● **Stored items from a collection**
□ □ □

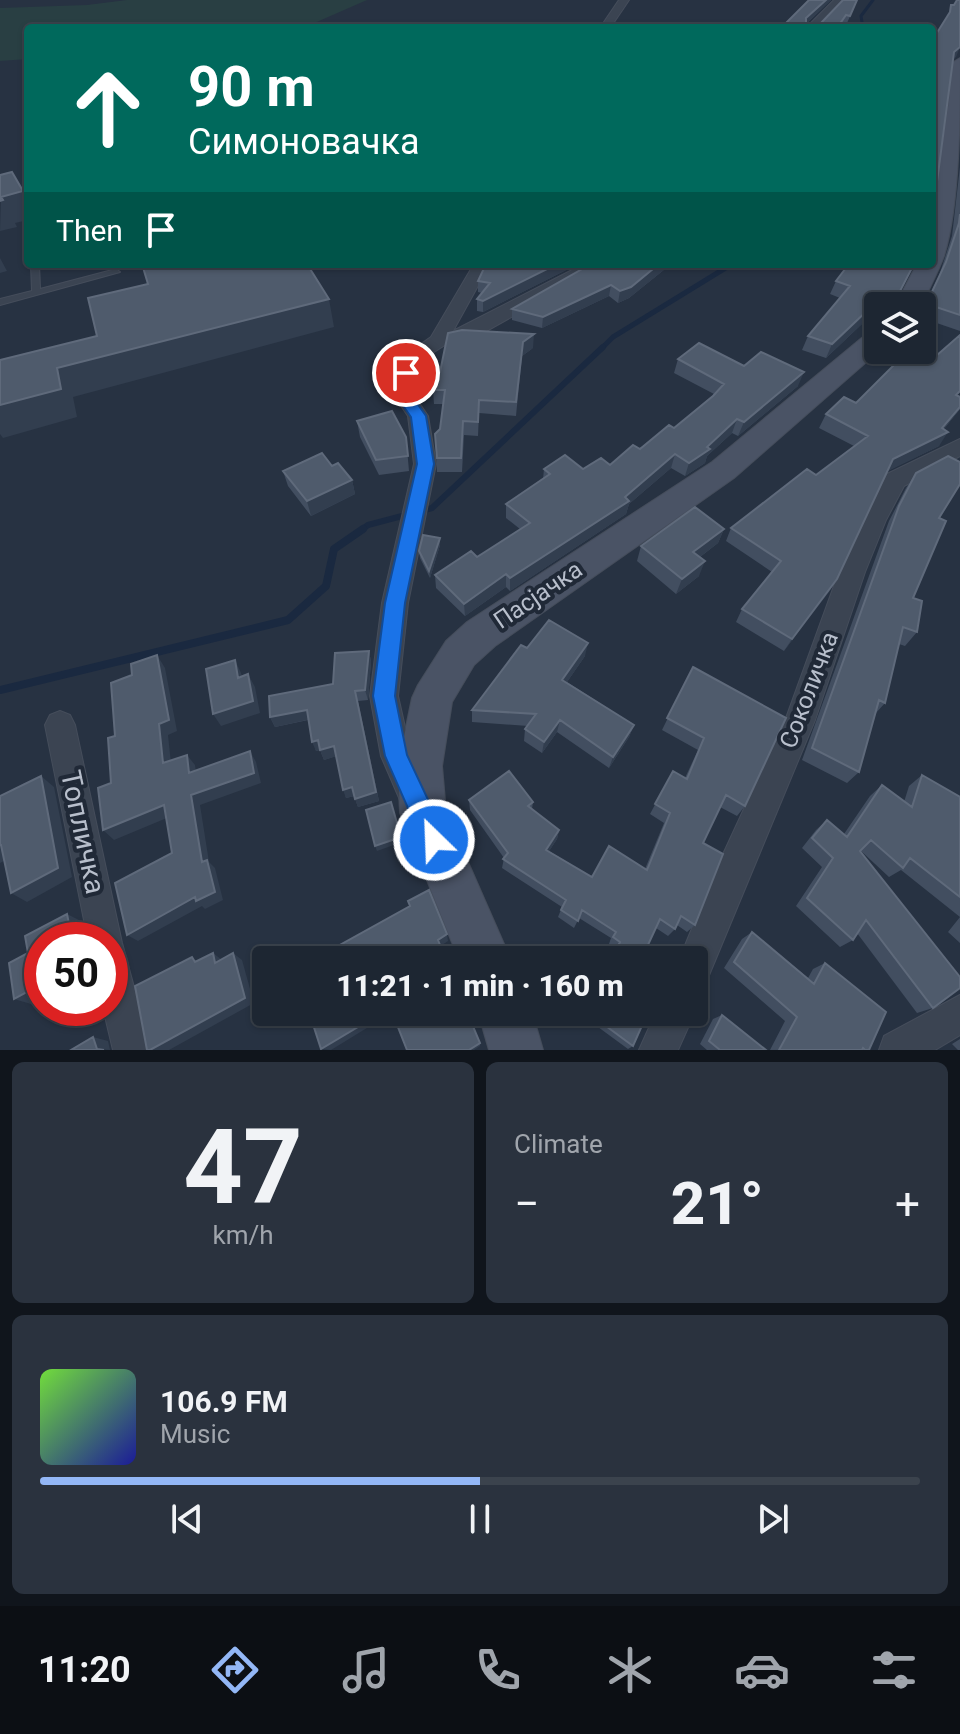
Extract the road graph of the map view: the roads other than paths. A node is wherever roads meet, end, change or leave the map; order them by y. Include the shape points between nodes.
1 (624, 0) edge
2 (839, 0) edge
3 (608, 24) edge
4 (815, 24) edge
5 (960, 63) edge
6 (936, 244) edge
7 (35, 268) edge
8 (480, 268) edge
9 (589, 268) edge
10 (927, 268) edge
11 (116, 272) dead end
12 (915, 292) edge
13 (36, 293) junction
14 (0, 302) edge
15 (438, 341) junction
16 (864, 350) edge
17 (960, 447) edge
18 (60, 725) dead end
19 (423, 813) junction
20 (102, 922) edge
21 (479, 946) edge
22 (702, 946) edge
23 (960, 1014) edge
24 (126, 1026) edge
25 (509, 1026) edge
26 (669, 1026) edge
27 (132, 1050) edge
28 (516, 1050) edge
29 (658, 1050) edge
30 (898, 1050) edge

1 - 3 street
2 - 4 street
5 - 6 main road
7 - 13 lane
8 - 15 street
9 - 15 street via 469,333
10 - 12 main road
11 - 13 lane
13 - 14 lane
15 - 19 street via 415,355 406,373 403,394 418,416 425,464 395,603 384,696 396,756
16 - 19 main road, Пасјачка via 723,470 509,613 460,653 440,682 428,716 420,766
17 - 22 street, Соколичка via 895,480 874,520 800,720
18 - 20 street, Топличка
19 - 21 main road, Пасјачка
23 - 30 street
24 - 27 street
25 - 28 main road
26 - 29 street

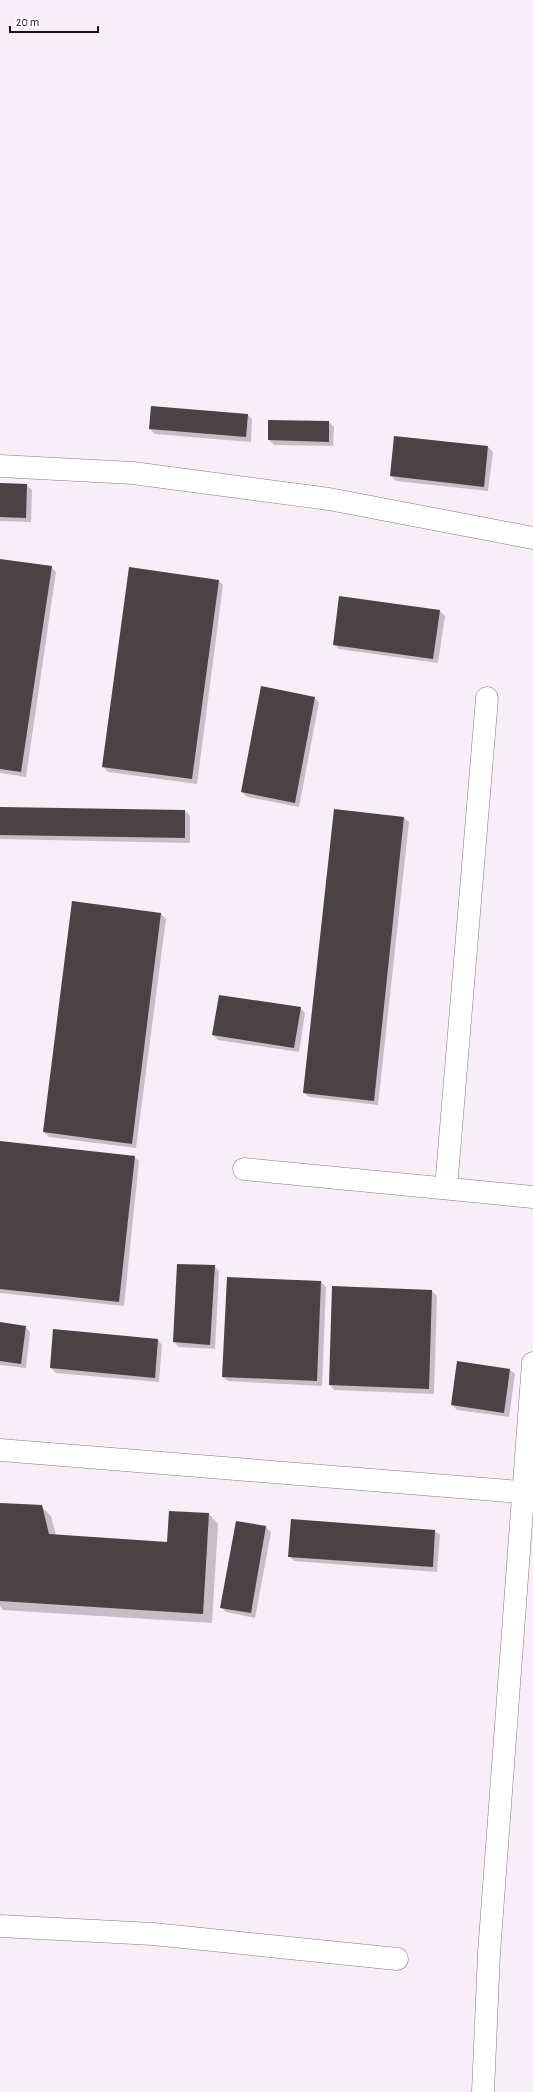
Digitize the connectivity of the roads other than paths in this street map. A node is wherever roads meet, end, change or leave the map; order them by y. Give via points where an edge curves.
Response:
1 (0, 466) edge
2 (533, 538) edge
3 (487, 698) dead end
4 (244, 1170) dead end
5 (446, 1188) junction
6 (533, 1197) edge
7 (533, 1363) edge
8 (0, 1450) edge
9 (528, 1493) edge
10 (0, 1926) edge
11 (397, 1959) dead end
12 (483, 2092) edge

1 - 2 street via 133,473 329,499
3 - 5 street
4 - 5 street
5 - 6 street
7 - 9 street
8 - 9 street
9 - 12 street via 489,1954
10 - 11 street via 153,1934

□ □ □

● **WORK TO BE COMPLETED**
Every line from the one containing "Digitize the connectivity" to the end of the entries must be set down exactly, with none omitted and none added.

● **ANSWER SECTION**
Digitize the connectivity of the roads other than paths in this street map. A node is wherever roads meet, end, change or leave the map; order them by y. Give via points where an edge curves.
Response:
1 (0, 466) edge
2 (533, 538) edge
3 (487, 698) dead end
4 (244, 1170) dead end
5 (446, 1188) junction
6 (533, 1197) edge
7 (533, 1363) edge
8 (0, 1450) edge
9 (528, 1493) edge
10 (0, 1926) edge
11 (397, 1959) dead end
12 (483, 2092) edge

1 - 2 street via 133,473 329,499
3 - 5 street
4 - 5 street
5 - 6 street
7 - 9 street
8 - 9 street
9 - 12 street via 489,1954
10 - 11 street via 153,1934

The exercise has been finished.